1 2 3 4 5 6 7 8 9 10 11 12 13 14 15 16 17 18 19 20 21 22 23 24 25 26 27 28 29 30 31 32 33 34 35 36 37 38 39 40 41 42 43 44 45 46 47 48 49 50 51 52 | #include <windows.h> #include <x86intrin.h> #include <stdint.h> #include <stdio.h> bool Running; int main(int argc, char* argv[]) { Running = true; int Cap = 200; int i = 0; LARGE_INTEGER PerfCountFrequencyResult; QueryPerformanceFrequency(&PerfCountFrequencyResult); int64_t PerfCountFrequency = PerfCountFrequencyResult.QuadPart; LARGE_INTEGER LastCounter; QueryPerformanceCounter(&LastCounter); uint64_t LastCycleCount = __rdtsc(); uint64_t EndCycleCount; LARGE_INTEGER EndCounter; uint64_t CyclesElapsed; int64_t CounterElapsed; double MSPerFrame; double FPS; double MCPF; while (Running) { // .. do stuff for your game EndCycleCount = __rdtsc(); QueryPerformanceCounter(&EndCounter); CyclesElapsed = EndCycleCount - LastCycleCount; CounterElapsed = EndCounter.QuadPart - LastCounter.QuadPart; MSPerFrame = (((1000.0f*(double)CounterElapsed) / (double)PerfCountFrequency)); FPS = (double)PerfCountFrequency / (double)CounterElapsed; MCPF = ((double)CyclesElapsed / (1000.0f * 1000.0f)); LastCounter = EndCounter; LastCycleCount = EndCycleCount; printf("%.02fms/f, %.02ff/s, %.02fmc/f\n", MSPerFrame, FPS, MCPF); // To keep us from running forever ++i; if ( i >= Cap ) { Running = false; } } return(0); } |
Build with: clang++ timers.cpp -o timers.exe
Note that #include <x86intrin.h>
is for the call to __rdtsc()
which is a compiler intrinsic.
Frames per Second is not a particularly useful number because it is always going to be the inverse of the Milliseconds per Frame anyway. One second has 1,000 milliseconds, if the rendering of each frame took 1 millisecond, then you would have an FPS of 1,000.
When we talk about optimizations and performance, the change in Frames Per Second will not communicate how successful we were in our optimizations.
If for instance the rendering of a single frame took 4 milliseconds, you would have a framerate of 250 Frames per Second. If you optimized the rendering down to 2 milliseconds, you would gain an extra 250 Frames per Second, i.e. you would now be rendering 500 Frames per Second.

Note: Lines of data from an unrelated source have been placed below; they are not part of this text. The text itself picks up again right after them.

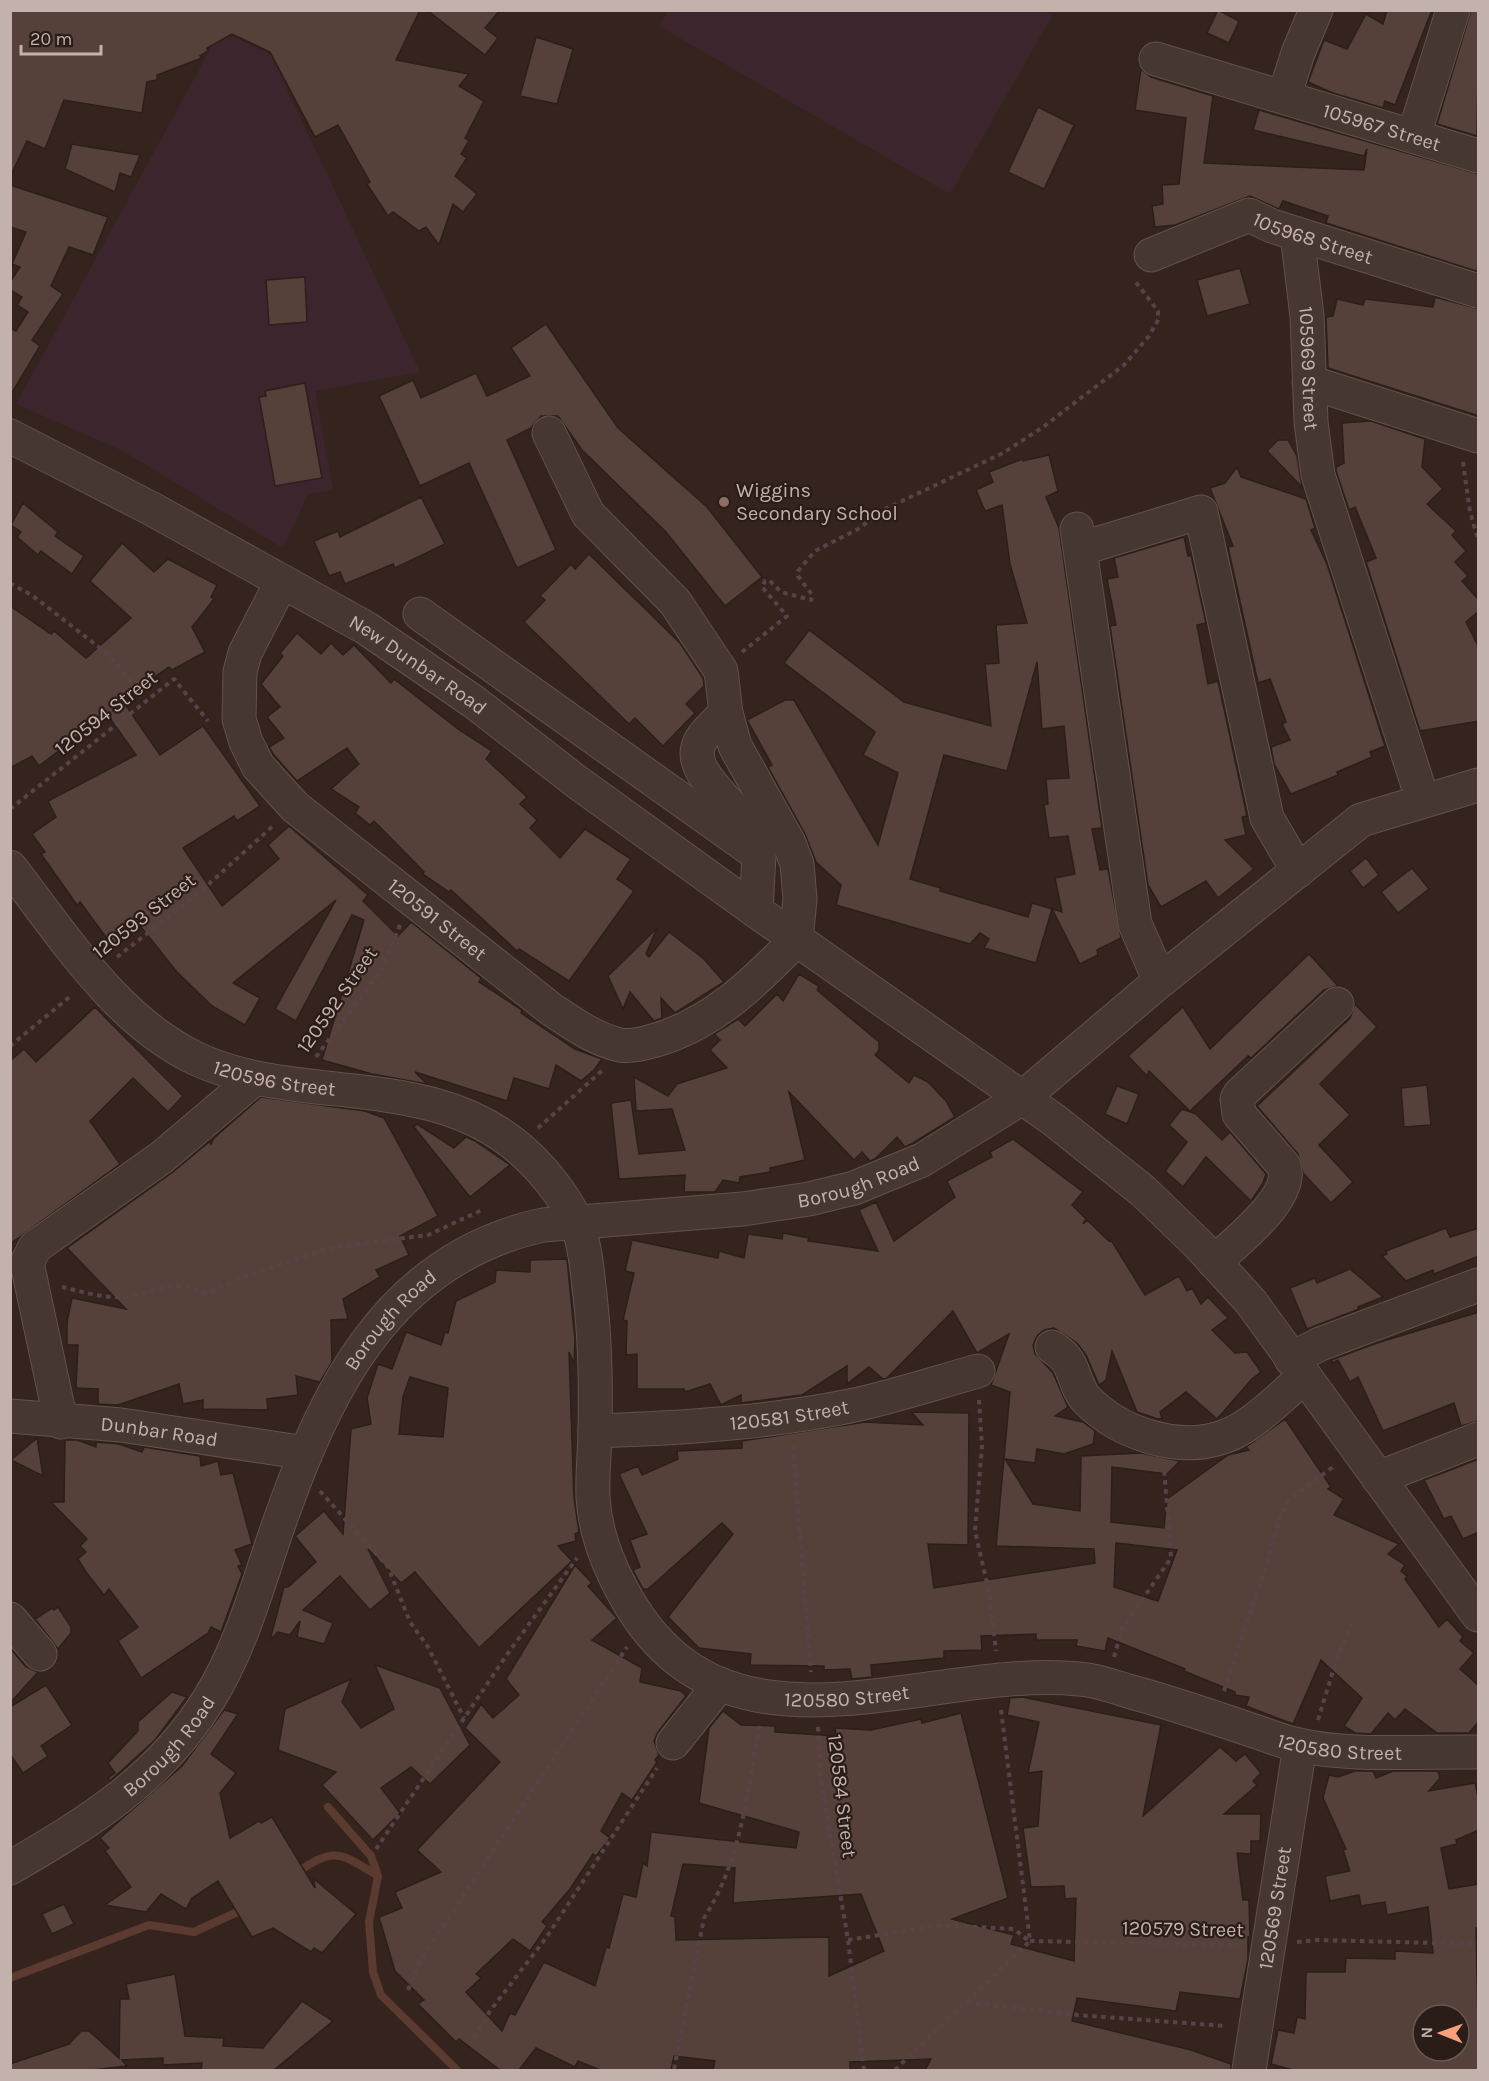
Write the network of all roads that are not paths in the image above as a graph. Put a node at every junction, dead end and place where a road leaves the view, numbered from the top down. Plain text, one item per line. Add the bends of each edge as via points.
1 (1316, 10) edge
2 (1453, 10) edge
3 (1156, 59) dead end
4 (1284, 97) junction
5 (1414, 135) junction
6 (1479, 156) edge
7 (1297, 234) junction
8 (1151, 255) road end
9 (1479, 291) edge
10 (1310, 382) junction
11 (549, 433) dead end
12 (1471, 434) edge
13 (10, 436) edge
14 (282, 581) junction
15 (420, 614) dead end
16 (726, 713) junction
17 (1479, 785) edge
18 (1423, 801) junction
19 (759, 855) junction
20 (10, 867) edge
21 (1298, 871) junction
22 (756, 911) junction
23 (796, 940) junction
24 (1160, 981) junction
25 (1337, 1004) dead end
26 (254, 1079) junction
27 (1022, 1098) junction
28 (576, 1221) junction
29 (1214, 1262) junction
30 (1479, 1286) edge
31 (1052, 1347) dead end
32 (1298, 1368) junction
33 (978, 1371) dead end
34 (10, 1416) edge
35 (61, 1422) junction
36 (595, 1431) junction
37 (1479, 1439) edge
38 (302, 1463) junction
39 (1378, 1478) junction
40 (1473, 1597) edge
41 (10, 1619) edge
42 (40, 1654) dead end
43 (720, 1684) junction
44 (673, 1743) road end
45 (1305, 1746) junction
46 (1479, 1752) edge
47 (10, 1868) edge
48 (1249, 2070) edge

1 - 4 street
2 - 5 street
3 - 4 street, 105967 Street
4 - 5 street, 105967 Street
5 - 6 street, 105967 Street
7 - 8 street, 105968 Street via 1249,215
7 - 9 street, 105968 Street
7 - 10 street, 105969 Street via 1305,287
10 - 12 street
10 - 18 street, 105969 Street via 1314,452 1325,502
11 - 16 street via 588,514 675,602 721,671
13 - 14 street, New Dunbar Road
14 - 22 street, New Dunbar Road via 366,627 474,702
14 - 23 street, 120591 Street via 245,653 238,690 239,719 258,766 295,807 551,1009 585,1032 621,1045 650,1041 706,1019 756,981
15 - 19 street
16 - 19 street via 700,741 698,759 706,778 753,831
16 - 23 street via 742,762 797,864 800,899
17 - 18 street, Borough Road
18 - 21 street, Borough Road via 1360,820
19 - 22 street
20 - 26 street, 120596 Street via 94,975 140,1021 200,1060
21 - 24 street, Borough Road
21 - 24 street via 1268,818 1201,512 1078,539 1135,924
22 - 23 street, New Dunbar Road
23 - 27 street, New Dunbar Road
24 - 27 street, Borough Road
25 - 29 street via 1237,1099 1239,1114 1284,1166 1286,1177 1261,1221
26 - 28 street, 120596 Street via 430,1103 486,1125 520,1149 552,1184
26 - 35 street via 162,1157 35,1247 27,1263
27 - 28 street, Borough Road via 922,1160 855,1188 743,1209
27 - 29 street, New Dunbar Road via 1143,1191
28 - 36 street, 120580 Street via 592,1305
28 - 38 street, Borough Road via 498,1237 430,1276 367,1339
29 - 32 street, New Dunbar Road via 1251,1302
30 - 32 street via 1320,1344
31 - 32 street via 1066,1358 1085,1398 1111,1420 1163,1441 1193,1443 1224,1437 1248,1423
32 - 39 street, New Dunbar Road
33 - 36 street, 120581 Street via 861,1403 791,1416
34 - 35 street, Dunbar Road
35 - 38 street, Dunbar Road via 121,1425
36 - 43 street, 120580 Street via 593,1501 598,1532 624,1593 643,1623 688,1665
37 - 39 street
38 - 47 street, Borough Road via 252,1606 228,1665 208,1701 156,1767 126,1794 90,1821
39 - 40 street, New Dunbar Road
41 - 42 street
43 - 44 street
43 - 45 street, 120580 Street via 786,1701 815,1701 999,1678 1086,1679
45 - 46 street, 120580 Street
45 - 48 street, 120569 Street

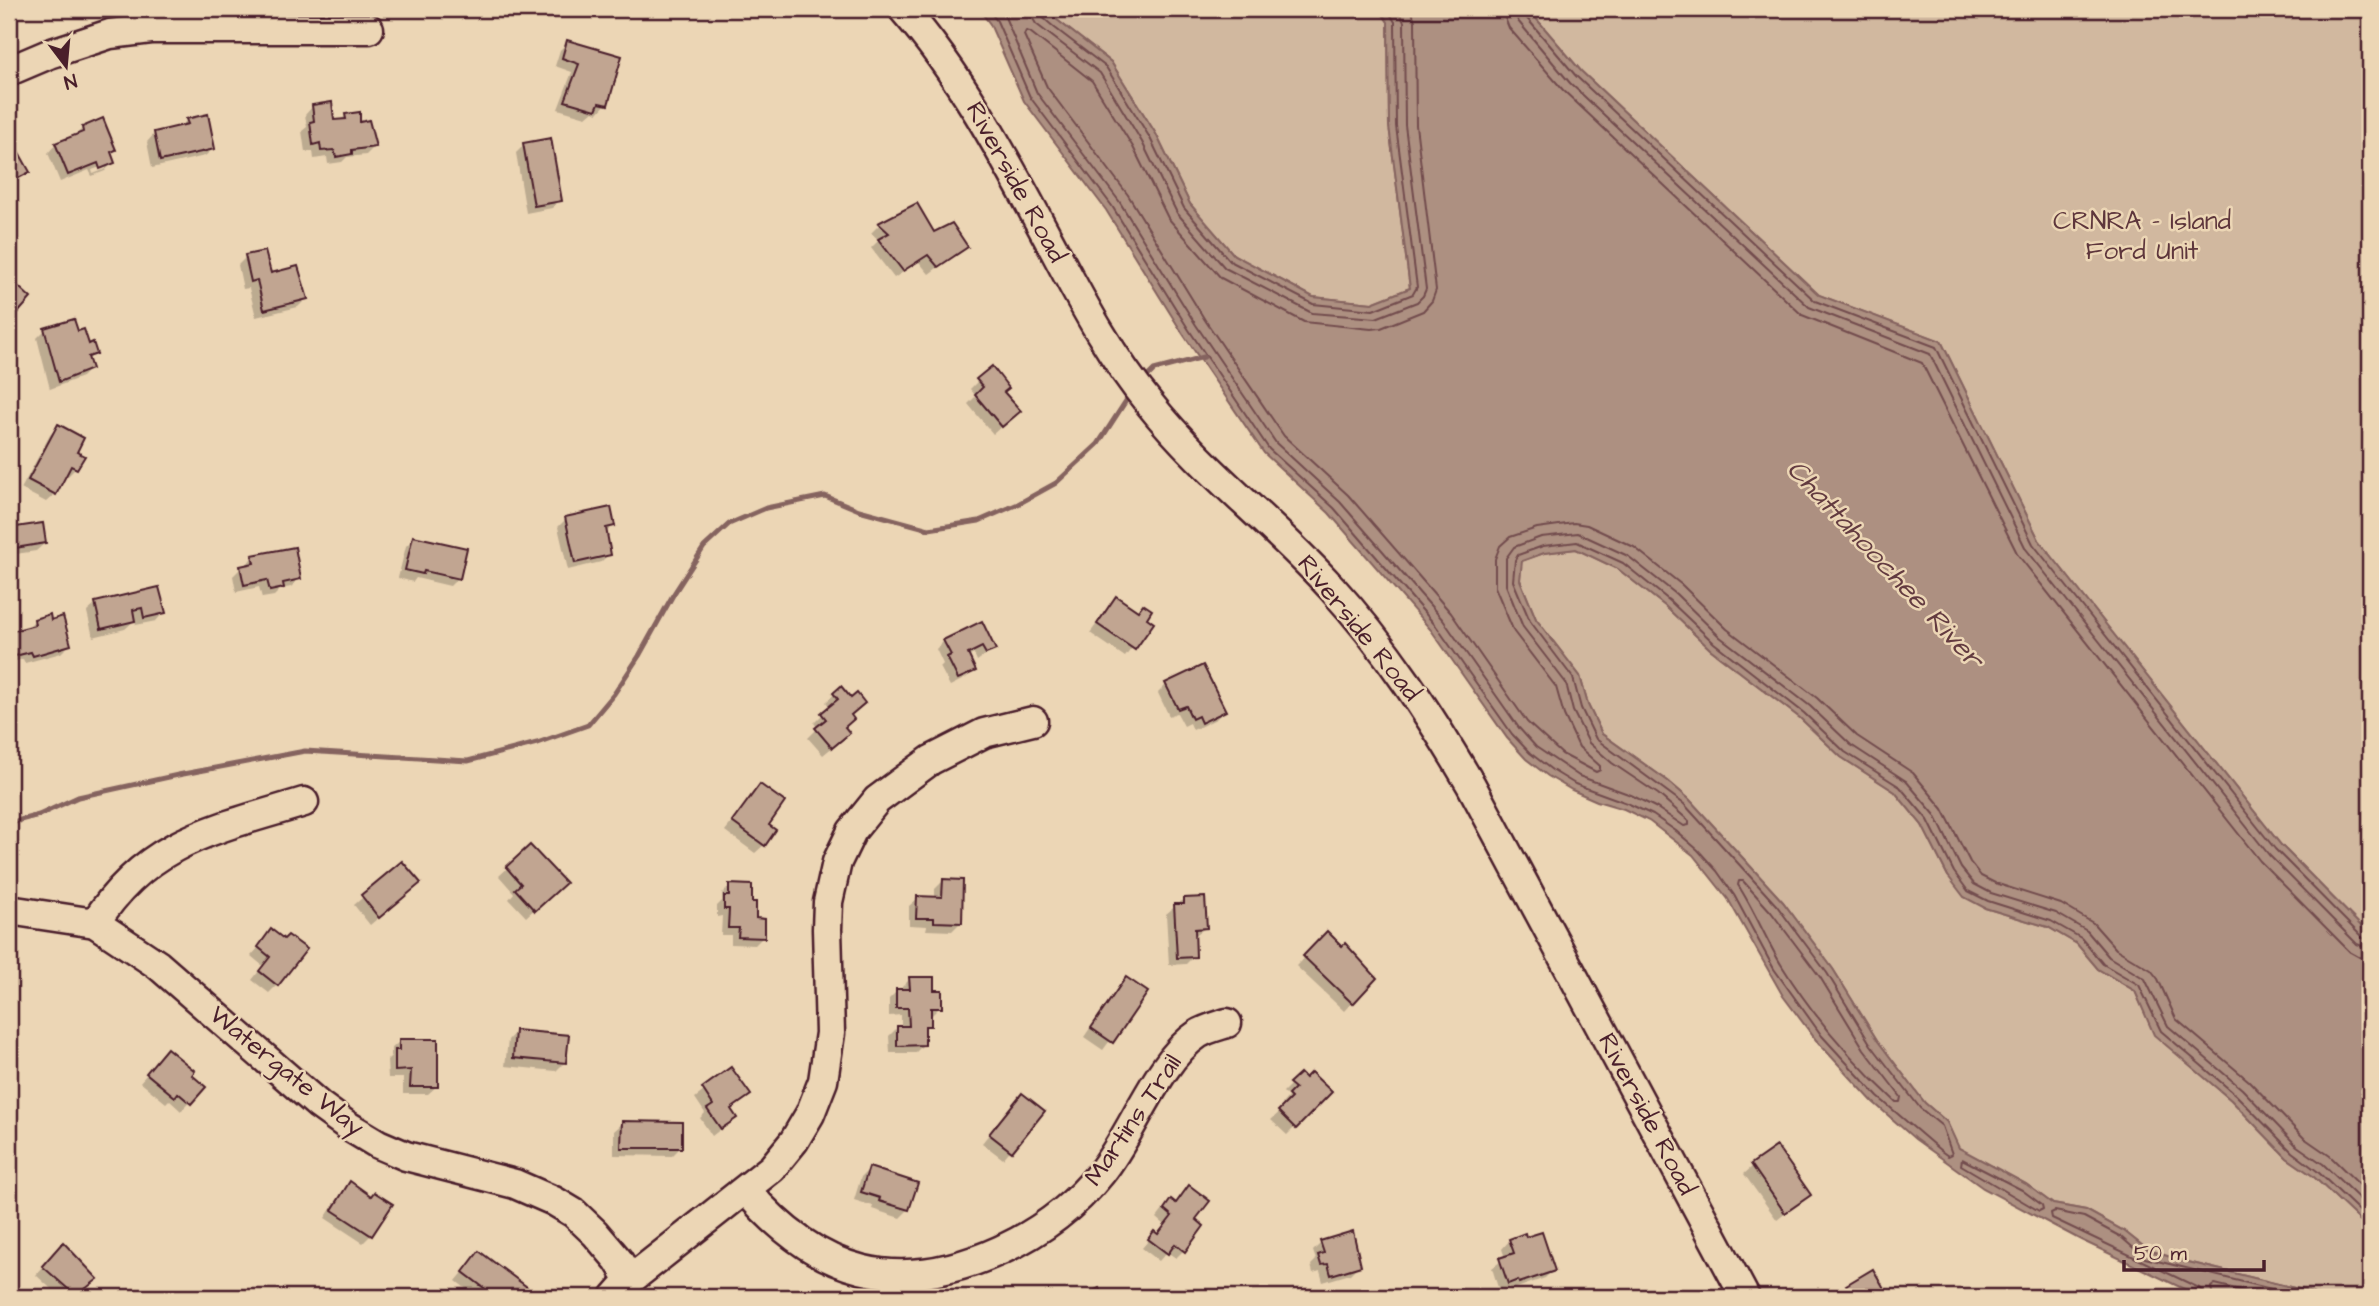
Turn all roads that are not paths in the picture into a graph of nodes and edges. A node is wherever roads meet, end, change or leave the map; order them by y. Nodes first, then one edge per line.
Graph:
1 (903, 9) edge
2 (220, 19) edge
3 (369, 29) dead end
4 (9, 71) edge
5 (1033, 721) dead end
6 (304, 802) dead end
7 (9, 911) edge
8 (95, 923) junction
9 (1227, 1023) dead end
10 (746, 1189) junction
11 (622, 1289) edge
12 (1745, 1297) edge

1 - 12 street, Riverside Road
2 - 3 street
2 - 4 street
5 - 10 street
6 - 8 street
7 - 8 street, Watergate Way
8 - 11 street, Watergate Way
9 - 10 street, Martins Trail
10 - 11 street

You might say: "Wow, I have 250 more frames." But really all you've done is save 2 milliseconds. At the higher end, the step from 33 milliseconds to 31 milliseconds, the same 2 millisecond savings, you would gain only 2 Frames per Second.
The thing that you want to, in fact you must, optimize and be wary of is the number of milliseconds you spend doing some game task, like rendering the frame. Focusing on Frames per Second, requires an extra level of reasoning to get to the core information that has the most impact, the milliseconds, or even the cycles being used for the task. It's' not that Frames per Second is useless per se, only that it is superfluous, outside of product advertising. For a more detailed discussion see HMH11.
Milliseconds per Frame displayed to the user is an important metric because it allows you to target specific platform classes, if you can manage to render at 11 milliseconds, you can do VR. If you can do it at or under 16 milliseconds (while producing 1080p frames), you can generally do 60 hertz. If you can do it at 33 milliseconds and under, you still have smooth animation (30 Frames per Second). These are three key targets for game creation and optimization that you have to keep in mind.
These industry benchmarks are also featured in Data Oriented Design, Mike Acton. Acton makes a point of illustrating that engine developers tend to go even finer grained than milliseconds, often targeting objectives measured in Microseconds.
In this talk much emphasis is also placed on the Cycle counts for assembly instructions, and also the fallibility of the compiler to optimize even trivial functions. As a general rule of thumb, the compiler's optimizations can only help with 10% of performance issues, the other 90% have to be discovered through benchmarking, and optimized by hand, with special attention being paid to the actual assembly output of the compiler.
Many of these problems can be handled by "back of the envelope" calculations using instruction tables for the specific platform you are optimizing for.